Frustration with these limitations led to what some refer to as the “doom and gloom” period in leadership research. This period (the 1970s to 1980s) was characterized by disillusionment and criticism from scholars that leadership research had told us very little.10 To address these criticisms, scholars turned to a new way to think about leadership. Instead of focusing on leadership contexts, they focused on leaders. This led to visionary, charismatic, and transformational approaches in leadership.
CHARISMATIC LEADERSHIP BURNS'S TRANSFORMING LEADERSHIP THEORY
BASS'S TRANSACTIONAL/TRANSFORMATIONAL LEADERSHIP THEORY
PROBLEMS OF “HEROIC” LEADERSHIP VIEWS
We are all familiar with charismatic leadership. We have been witness to the powerful effects, both good and bad, charismatic leaders can have on those around them. But what exactly is charisma, and how does it operate in leadership?
Charisma Charisma is a special personal quality or attractiveness that enables an individual to influence others. It is often characterized as personal magnetism or charm. Charisma evokes enthusiasm and commitment among followers. For example, John F. Kennedy, Oprah Winfrey, and Nelson Mandela are often described as charismatic leaders.
Charisma is a special personal quality or attractiveness that enables an individual to influence others.

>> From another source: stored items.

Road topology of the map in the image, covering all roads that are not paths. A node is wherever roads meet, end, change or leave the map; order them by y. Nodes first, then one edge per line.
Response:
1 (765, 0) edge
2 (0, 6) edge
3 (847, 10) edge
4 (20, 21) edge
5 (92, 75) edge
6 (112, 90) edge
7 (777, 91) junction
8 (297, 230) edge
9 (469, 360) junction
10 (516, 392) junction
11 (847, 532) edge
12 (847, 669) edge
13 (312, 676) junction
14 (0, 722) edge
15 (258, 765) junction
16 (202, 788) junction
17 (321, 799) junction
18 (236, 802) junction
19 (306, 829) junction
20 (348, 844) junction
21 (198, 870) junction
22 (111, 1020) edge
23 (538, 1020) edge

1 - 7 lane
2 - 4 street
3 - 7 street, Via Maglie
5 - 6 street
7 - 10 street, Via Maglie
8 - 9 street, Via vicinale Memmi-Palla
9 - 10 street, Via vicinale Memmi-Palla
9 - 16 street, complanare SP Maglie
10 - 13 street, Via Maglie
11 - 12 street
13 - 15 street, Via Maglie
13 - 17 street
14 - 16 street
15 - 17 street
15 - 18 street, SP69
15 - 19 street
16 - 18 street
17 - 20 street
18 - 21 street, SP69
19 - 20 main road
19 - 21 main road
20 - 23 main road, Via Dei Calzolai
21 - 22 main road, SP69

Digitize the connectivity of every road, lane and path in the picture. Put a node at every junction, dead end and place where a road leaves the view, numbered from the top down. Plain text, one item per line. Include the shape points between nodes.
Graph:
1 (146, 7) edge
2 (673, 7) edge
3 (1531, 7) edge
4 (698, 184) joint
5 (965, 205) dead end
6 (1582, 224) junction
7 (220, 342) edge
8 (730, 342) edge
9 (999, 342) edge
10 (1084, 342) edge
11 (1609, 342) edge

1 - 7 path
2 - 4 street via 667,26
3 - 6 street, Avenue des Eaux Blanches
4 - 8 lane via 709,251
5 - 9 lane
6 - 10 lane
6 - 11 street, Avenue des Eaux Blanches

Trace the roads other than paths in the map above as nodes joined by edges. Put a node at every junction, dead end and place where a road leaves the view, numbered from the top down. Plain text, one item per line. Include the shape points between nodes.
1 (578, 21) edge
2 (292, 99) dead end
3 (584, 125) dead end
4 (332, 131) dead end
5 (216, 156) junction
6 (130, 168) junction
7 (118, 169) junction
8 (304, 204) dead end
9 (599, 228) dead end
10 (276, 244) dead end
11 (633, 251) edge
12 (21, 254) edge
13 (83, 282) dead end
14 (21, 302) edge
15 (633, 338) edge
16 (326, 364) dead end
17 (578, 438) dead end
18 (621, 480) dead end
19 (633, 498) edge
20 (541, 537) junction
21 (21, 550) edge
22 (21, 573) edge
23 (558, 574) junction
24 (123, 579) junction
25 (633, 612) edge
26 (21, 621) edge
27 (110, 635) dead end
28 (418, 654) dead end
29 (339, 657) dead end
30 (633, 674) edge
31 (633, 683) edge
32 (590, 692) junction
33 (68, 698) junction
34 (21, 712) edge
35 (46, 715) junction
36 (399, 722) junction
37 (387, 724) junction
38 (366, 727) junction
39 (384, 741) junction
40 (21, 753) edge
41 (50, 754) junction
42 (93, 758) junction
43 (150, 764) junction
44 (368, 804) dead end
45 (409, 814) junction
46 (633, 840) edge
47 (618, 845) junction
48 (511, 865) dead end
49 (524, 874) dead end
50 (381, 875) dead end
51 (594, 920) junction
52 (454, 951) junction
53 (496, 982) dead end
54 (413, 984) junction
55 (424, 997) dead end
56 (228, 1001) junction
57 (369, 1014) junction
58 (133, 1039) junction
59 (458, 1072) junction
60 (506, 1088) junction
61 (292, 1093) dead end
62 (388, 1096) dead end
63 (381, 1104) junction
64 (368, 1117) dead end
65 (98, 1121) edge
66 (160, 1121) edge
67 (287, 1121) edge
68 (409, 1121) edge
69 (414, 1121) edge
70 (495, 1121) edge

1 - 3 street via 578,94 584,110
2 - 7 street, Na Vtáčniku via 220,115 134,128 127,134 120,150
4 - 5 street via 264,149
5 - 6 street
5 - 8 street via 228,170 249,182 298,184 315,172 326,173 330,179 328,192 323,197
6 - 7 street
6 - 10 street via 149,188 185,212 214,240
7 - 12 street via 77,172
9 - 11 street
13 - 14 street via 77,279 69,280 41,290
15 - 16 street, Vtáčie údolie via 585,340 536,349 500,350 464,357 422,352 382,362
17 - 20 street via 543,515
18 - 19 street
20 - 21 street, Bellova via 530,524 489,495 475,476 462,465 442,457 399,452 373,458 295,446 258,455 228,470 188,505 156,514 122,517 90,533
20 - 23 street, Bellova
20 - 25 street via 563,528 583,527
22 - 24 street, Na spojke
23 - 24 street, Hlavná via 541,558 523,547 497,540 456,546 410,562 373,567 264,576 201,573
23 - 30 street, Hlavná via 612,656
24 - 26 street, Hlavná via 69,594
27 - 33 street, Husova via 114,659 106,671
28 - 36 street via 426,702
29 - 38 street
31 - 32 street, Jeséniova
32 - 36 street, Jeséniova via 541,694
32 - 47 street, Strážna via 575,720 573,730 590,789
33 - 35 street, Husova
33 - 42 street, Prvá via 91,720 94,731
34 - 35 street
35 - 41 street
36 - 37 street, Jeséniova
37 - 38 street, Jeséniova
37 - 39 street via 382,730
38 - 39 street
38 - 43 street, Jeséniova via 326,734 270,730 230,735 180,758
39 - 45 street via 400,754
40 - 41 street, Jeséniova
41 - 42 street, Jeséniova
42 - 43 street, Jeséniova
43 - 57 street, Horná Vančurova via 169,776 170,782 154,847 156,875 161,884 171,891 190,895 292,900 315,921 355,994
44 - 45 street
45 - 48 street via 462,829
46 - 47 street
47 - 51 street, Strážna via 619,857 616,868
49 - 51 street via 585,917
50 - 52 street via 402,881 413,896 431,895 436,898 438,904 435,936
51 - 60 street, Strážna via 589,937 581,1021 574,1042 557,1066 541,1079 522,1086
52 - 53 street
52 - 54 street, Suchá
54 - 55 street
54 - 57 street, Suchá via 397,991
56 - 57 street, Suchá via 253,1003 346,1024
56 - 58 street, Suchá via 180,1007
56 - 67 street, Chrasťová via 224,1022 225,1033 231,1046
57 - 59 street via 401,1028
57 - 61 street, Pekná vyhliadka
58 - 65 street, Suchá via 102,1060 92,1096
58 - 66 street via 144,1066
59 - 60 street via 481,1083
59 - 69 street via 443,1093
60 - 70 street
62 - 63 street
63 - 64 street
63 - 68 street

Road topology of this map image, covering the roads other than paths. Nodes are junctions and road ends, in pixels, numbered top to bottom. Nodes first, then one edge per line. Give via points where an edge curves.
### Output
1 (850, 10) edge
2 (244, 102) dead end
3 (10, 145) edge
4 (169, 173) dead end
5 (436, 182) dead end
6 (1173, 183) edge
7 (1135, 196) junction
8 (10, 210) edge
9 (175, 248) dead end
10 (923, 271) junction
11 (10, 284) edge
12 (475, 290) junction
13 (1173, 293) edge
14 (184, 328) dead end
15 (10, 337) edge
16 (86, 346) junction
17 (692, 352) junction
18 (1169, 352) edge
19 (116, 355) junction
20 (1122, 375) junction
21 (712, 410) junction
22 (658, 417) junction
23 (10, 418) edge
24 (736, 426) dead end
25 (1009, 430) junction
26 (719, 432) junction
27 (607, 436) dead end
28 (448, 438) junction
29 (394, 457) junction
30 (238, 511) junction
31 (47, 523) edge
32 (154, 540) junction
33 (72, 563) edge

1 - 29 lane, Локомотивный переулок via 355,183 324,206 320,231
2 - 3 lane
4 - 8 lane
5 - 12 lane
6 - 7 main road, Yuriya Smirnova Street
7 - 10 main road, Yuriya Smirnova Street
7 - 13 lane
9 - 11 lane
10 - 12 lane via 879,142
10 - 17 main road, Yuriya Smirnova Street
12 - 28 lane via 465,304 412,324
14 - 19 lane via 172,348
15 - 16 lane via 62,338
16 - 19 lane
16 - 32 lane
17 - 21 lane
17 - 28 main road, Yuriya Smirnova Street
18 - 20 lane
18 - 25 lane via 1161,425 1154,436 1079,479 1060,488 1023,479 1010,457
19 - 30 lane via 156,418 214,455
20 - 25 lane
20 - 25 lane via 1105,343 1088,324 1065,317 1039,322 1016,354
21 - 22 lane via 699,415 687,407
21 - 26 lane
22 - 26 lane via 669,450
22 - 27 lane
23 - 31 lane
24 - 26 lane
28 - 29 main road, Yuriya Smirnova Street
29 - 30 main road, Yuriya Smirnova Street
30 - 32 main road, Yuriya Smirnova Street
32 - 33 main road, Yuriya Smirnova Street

Charisma has its roots in Christianity. The earliest usage depicts leaders set apart from ordinary people by their divine calling, personal sacrifice, and devotion to a spiritual mission and duty.11 People follow out of a sense of obedience and trust in the leader and his or her revelation. Mother Theresa and Gandhi were able to amass large followings because of their self-sacrifice and dedication to their mission. Their calling had broad appeal to the needs and hopes of the people around them.
Although charisma is often considered an individual trait, it is more aptly described as a relational process involving a leader, followers, and a situation. Katherine Klein and Robert House describe charisma as “a fire” produced by three elements: (1) a “spark”—a leader with charismatic qualities, (2) “flammable material”—followers who are open or susceptible to charisma, and (3) “oxygen”—an environment, such as a crisis or a situation of unrest among followers, that is conducive to charisma.12 For example, Martin Luther King was a leader with charismatic qualities (a skilled communicator), who tapped into the needs of followers hungry for change (protestors for equality), in a time of great unrest (the Civil Rights Movement).
Charismatic Traits and Behaviors What most distinguishes charismatic leaders is their skill as communicators. Charismatic leaders connect with followers on a deep, emotional level. They use metaphors and symbols to articulate their vision in ways that captivate followers and build identification. Their vision may offer promises that otherwise appear impossible. For many, this was the appeal of Barack Obama's 2008 election platform of “Change We Can Believe In” and “Yes We Can.” Charismatic leaders often use unconventional behavior to demonstrate their exceptional qualities. Virgin Group founder Richard Branson is often described as a charismatic leader, and his record-breaking crossing of the Pacific Ocean in a hot air balloon certainly qualifies as unconventional and exceptional behavior.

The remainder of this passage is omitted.